Sigmund Freud morreu em Londres em 23 de setembro de 1939, no início do Outono na Europa, 22 dias após o começo oficial da Segunda Guerra Mundial, carnificina de que foi poupado de testemunhar, responsável por cerca de 60 milhões de mortos ao redor do mundo. Como se vê, ele nunca mais retornou a Viena, cidade que aprendeu a amar, em que estudou, trabalhou, casou, gerou filhos, se alegrou, se decepcionou, foi feliz, sofreu, enfim viveu. Nem seus restos mortais regressaram para lá, já que estão sepultados no Golden Green, de Londres.

Com tudo o que passou, Freud foi um vencedor.
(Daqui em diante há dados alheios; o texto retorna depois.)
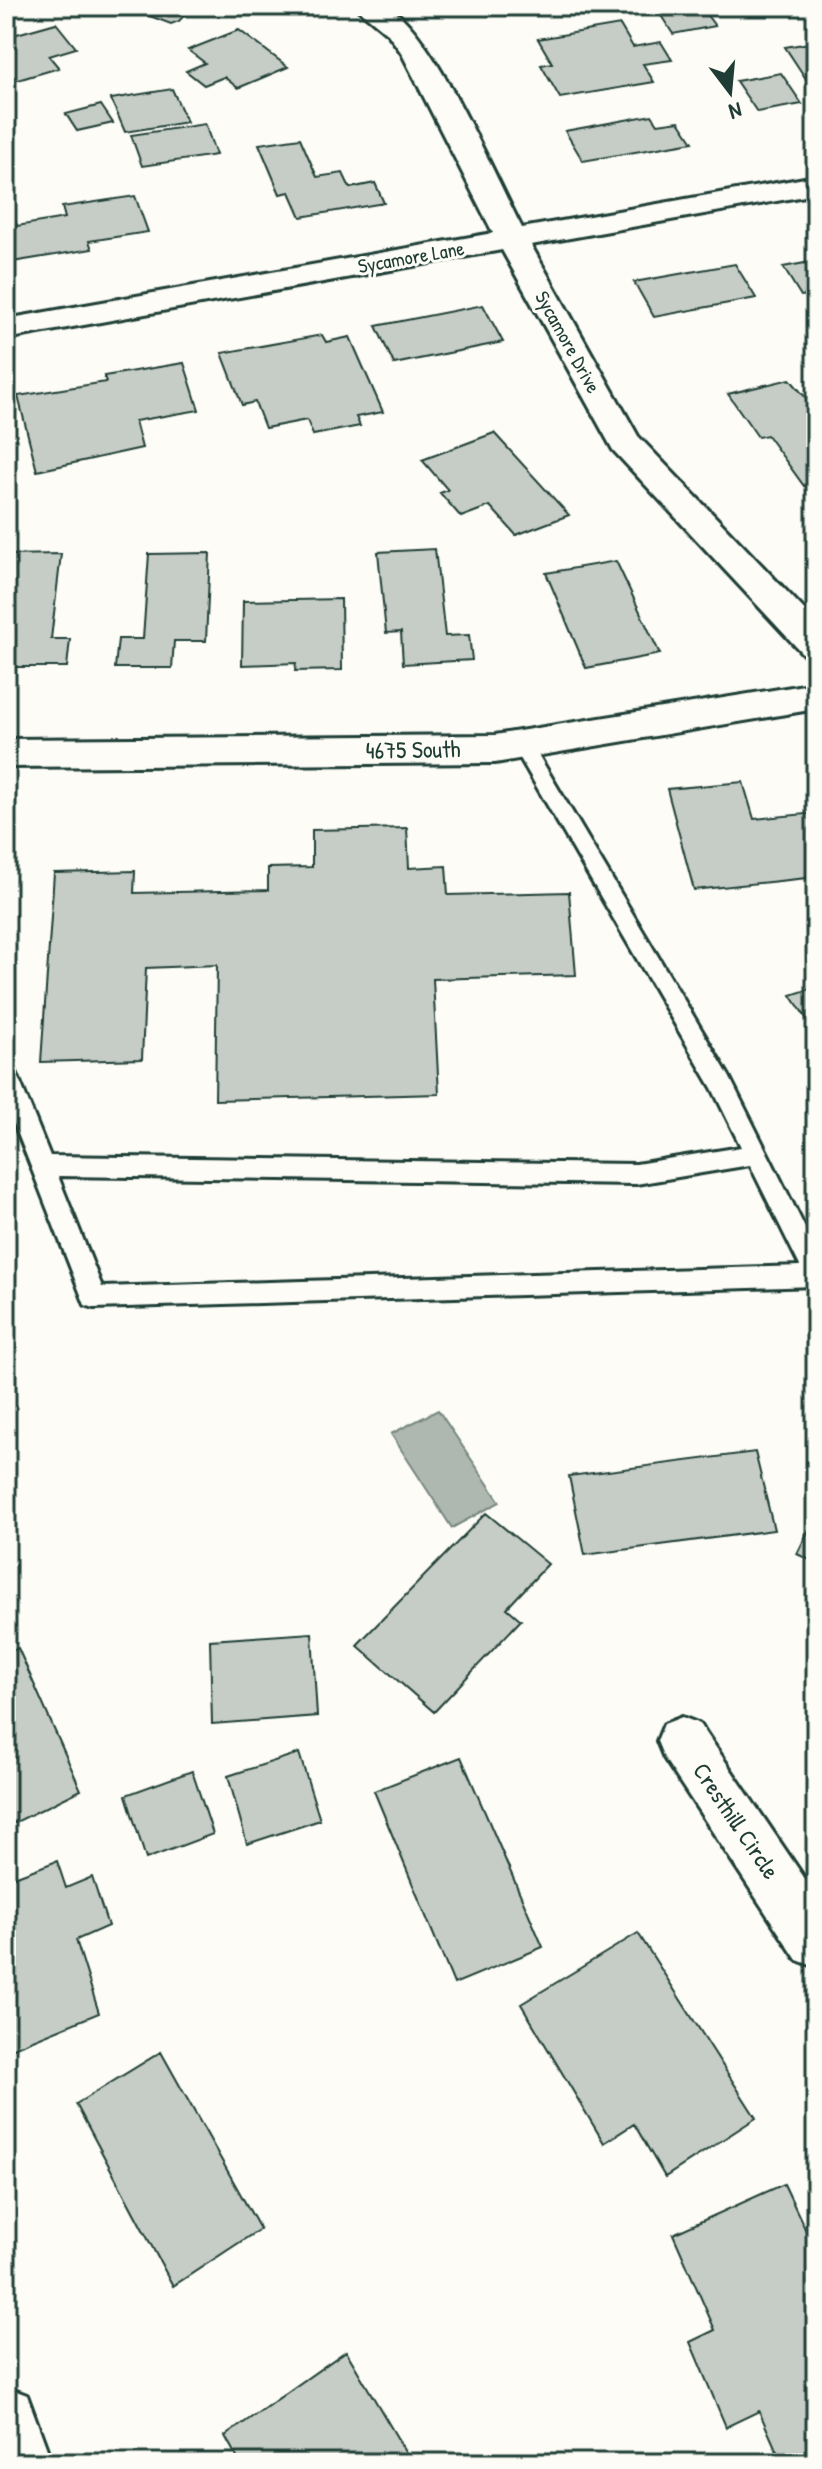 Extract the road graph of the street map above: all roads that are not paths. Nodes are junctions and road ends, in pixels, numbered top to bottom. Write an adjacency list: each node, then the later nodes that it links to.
1 (368, 6): 3 (street, Sycamore Drive)
2 (816, 185): 3 (street, Sycamore Lane)
3 (513, 239): 4 (street, Sycamore Lane); 5 (street, Sycamore Drive)
4 (6, 329)
5 (816, 645)
6 (816, 696): 7 (street, 4675 South)
7 (523, 746): 8 (street, 4675 South); 10 (lane)
8 (6, 753)
9 (6, 1074): 11 (lane)
10 (757, 1154): 11 (lane); 12 (lane)
11 (42, 1166): 12 (lane)
12 (816, 1275)
13 (682, 1741): 14 (street, Cresthill Circle)
14 (816, 1941)
15 (6, 2416): 16 (street)
16 (22, 2463)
E não somente pelo sucesso do movimento que encabeçou e implantou (que redundou na criação da Psicanálise, sobre a qual prometo tratar com mais vagar e detalhes oportunamente), mas pelo êxito de seus descendentes. Dos seis filhos que teve com Martha Bernays – com quem se casou em 14 de setembro de 1886 – uma filha, a sua caçula, Anna, seguiu os seus passos e tornou-se respeitada psicanalista, principalmente no tratamento de crianças e no campo do desenvolvimento psicológico. O filho, Jean Martin, tornou-se escritor e escreveu um livro de memórias intitulado “Freud: Homem e pai”, em que descreve o polêmico pesquisador – conforme informação que colhi na enciclopédia eletrônica Wikipédia – como um homem que trabalhava extremamente, por longas horas, mas que adorava ficar com os filhos nas férias de verão. Dos outros filhos – Mathilde, Olivier, Ernst e Sophie – não encontrei referências.
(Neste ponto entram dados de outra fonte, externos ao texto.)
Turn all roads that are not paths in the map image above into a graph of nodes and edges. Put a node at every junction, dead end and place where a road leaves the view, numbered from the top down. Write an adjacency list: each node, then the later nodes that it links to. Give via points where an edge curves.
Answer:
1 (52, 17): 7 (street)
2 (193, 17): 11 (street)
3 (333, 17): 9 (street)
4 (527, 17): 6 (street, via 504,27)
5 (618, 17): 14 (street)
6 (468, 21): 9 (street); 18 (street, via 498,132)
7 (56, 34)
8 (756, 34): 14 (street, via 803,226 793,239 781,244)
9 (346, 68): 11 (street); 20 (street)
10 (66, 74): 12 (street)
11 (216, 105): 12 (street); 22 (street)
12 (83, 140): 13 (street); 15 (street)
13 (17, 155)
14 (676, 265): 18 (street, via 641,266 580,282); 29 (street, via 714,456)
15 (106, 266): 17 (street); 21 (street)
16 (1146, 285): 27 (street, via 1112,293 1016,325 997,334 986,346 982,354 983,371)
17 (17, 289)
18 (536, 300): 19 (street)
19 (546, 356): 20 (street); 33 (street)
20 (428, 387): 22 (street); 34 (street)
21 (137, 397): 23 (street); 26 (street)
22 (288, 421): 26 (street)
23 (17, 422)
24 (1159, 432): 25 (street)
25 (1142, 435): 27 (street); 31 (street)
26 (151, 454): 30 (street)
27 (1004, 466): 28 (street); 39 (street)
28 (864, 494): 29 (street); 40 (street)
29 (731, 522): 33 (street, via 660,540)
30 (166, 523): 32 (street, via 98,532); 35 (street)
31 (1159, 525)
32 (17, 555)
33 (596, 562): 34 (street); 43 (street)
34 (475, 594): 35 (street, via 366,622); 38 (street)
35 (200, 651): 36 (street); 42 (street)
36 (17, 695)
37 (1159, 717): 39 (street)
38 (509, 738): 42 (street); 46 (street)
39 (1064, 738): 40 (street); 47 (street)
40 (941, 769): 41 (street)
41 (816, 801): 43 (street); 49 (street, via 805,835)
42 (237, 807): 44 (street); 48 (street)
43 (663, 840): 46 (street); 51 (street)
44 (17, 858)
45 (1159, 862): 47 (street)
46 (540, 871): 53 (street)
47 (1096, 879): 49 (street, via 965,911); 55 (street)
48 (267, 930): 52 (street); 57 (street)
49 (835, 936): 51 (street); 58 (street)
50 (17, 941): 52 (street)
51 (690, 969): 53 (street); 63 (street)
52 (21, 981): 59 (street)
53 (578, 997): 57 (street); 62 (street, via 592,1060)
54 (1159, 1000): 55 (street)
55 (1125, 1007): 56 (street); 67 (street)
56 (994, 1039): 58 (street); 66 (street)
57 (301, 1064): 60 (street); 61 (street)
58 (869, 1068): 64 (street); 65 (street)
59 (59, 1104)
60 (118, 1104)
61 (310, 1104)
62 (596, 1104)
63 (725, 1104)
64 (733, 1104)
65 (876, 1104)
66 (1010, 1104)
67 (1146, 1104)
No entanto, dois de seus netos se tornaram célebres nas respectivas atividades. São os casos de Lucien Freud (pintor) e Clement Freud (ator e escritor). E três bisnetos, Emma Freud (jornalista), Bella Freud (desenhista de moda) e Matthew Freud (relações públicas), seguiram a tradição de sucesso da família. Freud errou e errou muito, durante sua vida, mas soube fazer dessas falhas fontes de acertos. Tanto que declarou, em certa ocasião: “De erro em erro, vai se descobrindo a verdade”.
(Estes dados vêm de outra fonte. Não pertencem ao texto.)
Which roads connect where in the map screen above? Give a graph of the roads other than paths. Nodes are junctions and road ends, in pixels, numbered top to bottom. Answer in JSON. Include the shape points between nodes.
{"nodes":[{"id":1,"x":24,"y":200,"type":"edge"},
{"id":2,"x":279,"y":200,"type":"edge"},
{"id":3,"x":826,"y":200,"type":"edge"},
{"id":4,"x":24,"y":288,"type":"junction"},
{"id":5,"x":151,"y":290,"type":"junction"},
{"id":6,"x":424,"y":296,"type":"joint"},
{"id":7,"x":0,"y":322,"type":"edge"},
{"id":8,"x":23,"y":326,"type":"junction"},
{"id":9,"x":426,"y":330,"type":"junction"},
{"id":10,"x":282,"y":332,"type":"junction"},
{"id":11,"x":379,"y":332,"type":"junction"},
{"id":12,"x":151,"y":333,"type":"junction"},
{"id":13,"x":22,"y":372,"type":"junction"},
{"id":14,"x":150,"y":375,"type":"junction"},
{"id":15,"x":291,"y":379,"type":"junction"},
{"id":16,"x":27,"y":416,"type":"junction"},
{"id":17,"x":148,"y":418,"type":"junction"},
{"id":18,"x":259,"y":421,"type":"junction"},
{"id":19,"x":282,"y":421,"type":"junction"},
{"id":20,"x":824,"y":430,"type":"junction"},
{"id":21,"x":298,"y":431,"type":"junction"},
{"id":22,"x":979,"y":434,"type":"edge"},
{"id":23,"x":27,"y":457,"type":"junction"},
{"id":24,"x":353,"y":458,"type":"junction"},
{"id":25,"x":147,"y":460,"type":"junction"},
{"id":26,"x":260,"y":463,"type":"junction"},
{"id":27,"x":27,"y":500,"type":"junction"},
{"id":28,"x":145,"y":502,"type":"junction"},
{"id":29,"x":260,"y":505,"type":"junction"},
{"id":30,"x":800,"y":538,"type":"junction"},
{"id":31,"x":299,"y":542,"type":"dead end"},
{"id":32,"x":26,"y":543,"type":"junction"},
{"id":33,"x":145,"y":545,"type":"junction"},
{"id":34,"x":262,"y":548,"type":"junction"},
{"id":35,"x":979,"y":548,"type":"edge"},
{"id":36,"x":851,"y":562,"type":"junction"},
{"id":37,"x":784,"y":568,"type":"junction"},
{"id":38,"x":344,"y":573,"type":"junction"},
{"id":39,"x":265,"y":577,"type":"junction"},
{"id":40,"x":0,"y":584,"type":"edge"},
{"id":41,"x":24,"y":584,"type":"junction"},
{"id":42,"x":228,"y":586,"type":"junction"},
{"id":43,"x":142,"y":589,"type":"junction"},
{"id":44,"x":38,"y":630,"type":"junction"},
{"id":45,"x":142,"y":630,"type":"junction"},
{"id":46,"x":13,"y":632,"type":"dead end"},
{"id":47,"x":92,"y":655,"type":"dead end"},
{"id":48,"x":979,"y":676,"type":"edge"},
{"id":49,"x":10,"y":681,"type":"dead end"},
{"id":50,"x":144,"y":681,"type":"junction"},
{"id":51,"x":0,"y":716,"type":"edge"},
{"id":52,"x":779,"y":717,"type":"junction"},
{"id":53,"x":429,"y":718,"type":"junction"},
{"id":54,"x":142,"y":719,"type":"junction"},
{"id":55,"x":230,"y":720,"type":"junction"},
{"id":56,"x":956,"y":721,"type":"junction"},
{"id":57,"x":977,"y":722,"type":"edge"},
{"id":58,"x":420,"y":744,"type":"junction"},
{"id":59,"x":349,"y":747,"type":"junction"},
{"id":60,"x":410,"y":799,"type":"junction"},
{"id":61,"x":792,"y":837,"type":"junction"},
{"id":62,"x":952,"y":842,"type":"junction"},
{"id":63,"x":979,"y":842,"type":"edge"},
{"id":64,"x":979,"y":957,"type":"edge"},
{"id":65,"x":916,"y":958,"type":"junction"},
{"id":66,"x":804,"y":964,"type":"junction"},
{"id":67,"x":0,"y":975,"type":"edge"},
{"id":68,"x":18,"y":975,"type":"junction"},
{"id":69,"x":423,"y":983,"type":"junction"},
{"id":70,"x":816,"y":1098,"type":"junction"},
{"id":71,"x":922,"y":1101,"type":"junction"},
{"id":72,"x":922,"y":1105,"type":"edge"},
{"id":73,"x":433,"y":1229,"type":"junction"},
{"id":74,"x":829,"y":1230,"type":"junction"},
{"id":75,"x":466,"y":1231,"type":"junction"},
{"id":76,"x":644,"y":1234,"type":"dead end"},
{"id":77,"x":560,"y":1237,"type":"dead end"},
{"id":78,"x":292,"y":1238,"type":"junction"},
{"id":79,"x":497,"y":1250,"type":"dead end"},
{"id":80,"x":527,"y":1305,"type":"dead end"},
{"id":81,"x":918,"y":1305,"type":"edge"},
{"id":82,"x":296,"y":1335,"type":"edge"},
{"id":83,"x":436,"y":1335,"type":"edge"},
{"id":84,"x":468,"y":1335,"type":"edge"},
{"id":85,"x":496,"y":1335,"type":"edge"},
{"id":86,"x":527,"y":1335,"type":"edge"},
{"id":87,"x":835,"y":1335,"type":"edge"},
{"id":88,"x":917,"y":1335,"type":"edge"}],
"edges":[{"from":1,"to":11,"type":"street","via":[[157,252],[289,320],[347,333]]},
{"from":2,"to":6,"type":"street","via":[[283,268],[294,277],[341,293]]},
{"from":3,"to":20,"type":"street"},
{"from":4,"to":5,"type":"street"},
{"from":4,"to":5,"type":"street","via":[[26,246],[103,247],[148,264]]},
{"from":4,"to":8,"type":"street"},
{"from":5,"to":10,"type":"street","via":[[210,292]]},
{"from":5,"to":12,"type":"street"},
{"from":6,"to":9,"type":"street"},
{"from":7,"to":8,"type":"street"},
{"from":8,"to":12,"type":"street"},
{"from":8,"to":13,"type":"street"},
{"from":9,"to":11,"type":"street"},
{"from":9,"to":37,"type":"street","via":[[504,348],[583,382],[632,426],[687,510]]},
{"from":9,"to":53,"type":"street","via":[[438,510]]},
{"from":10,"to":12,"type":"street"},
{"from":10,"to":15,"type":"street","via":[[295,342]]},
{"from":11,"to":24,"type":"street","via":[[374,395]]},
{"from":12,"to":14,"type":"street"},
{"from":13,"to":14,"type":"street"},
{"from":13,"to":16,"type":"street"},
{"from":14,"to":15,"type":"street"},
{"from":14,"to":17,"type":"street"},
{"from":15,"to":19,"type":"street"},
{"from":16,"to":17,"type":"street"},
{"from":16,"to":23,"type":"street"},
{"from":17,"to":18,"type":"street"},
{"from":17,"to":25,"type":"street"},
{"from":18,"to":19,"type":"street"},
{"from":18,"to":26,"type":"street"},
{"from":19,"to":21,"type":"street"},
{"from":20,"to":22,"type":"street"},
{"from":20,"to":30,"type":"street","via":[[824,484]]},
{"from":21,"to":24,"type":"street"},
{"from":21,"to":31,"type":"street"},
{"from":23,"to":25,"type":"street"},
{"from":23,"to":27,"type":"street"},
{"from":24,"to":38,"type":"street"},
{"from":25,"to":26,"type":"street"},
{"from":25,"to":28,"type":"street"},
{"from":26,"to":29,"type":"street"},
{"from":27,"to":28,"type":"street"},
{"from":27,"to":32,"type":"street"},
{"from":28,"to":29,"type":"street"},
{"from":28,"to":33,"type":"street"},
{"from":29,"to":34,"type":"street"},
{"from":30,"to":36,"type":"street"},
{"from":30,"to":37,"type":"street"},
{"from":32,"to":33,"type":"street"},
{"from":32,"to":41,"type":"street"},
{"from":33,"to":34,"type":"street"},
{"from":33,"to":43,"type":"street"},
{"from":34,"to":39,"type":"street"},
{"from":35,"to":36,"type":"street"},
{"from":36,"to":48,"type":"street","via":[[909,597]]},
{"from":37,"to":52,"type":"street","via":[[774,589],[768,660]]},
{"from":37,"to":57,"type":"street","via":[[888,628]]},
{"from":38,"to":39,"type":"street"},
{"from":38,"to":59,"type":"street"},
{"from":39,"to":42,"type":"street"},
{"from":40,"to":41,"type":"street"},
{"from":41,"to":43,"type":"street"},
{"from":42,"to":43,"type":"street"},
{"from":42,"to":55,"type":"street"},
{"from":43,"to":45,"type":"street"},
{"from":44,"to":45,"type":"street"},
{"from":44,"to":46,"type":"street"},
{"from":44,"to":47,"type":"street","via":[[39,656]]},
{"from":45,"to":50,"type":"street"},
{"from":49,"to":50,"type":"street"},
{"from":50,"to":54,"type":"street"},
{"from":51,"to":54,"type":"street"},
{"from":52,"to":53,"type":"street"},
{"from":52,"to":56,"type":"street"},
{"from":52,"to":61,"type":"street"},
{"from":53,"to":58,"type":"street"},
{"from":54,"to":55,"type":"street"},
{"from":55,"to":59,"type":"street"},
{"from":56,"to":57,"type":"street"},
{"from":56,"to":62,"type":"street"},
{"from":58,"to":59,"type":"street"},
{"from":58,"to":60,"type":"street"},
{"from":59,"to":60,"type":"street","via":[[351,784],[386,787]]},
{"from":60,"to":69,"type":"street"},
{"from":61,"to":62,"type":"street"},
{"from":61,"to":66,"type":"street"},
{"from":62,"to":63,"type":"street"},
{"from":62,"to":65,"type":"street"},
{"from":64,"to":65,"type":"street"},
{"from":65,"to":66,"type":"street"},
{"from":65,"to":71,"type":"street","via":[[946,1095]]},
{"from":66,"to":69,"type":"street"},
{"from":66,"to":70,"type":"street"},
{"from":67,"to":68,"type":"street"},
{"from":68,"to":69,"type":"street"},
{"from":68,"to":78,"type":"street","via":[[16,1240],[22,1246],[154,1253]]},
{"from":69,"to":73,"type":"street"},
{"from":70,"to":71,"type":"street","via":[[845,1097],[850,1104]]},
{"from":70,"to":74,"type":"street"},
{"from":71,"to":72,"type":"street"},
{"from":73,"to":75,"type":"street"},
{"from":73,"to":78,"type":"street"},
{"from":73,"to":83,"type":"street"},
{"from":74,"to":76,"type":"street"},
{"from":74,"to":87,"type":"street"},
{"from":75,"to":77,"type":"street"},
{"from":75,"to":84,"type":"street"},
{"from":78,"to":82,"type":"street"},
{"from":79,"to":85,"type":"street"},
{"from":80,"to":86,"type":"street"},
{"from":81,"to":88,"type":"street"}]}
Todavia, foi um homem que amou, e amou muito. Que fez do amor sua maior força. E sentiu-se, sobretudo, amado: pela família, por muitos e muitos dos seus pacientes que curou, e por fieis e aplicados discípulos, para os quais foi uma espécie de paradigma de sabedoria. Tanto é verdade, que certa feita declarou, em tom enfático, de convicta exclamação: “Como fica forte uma pessoa quando está segura de ser amada!”. E não fica?!!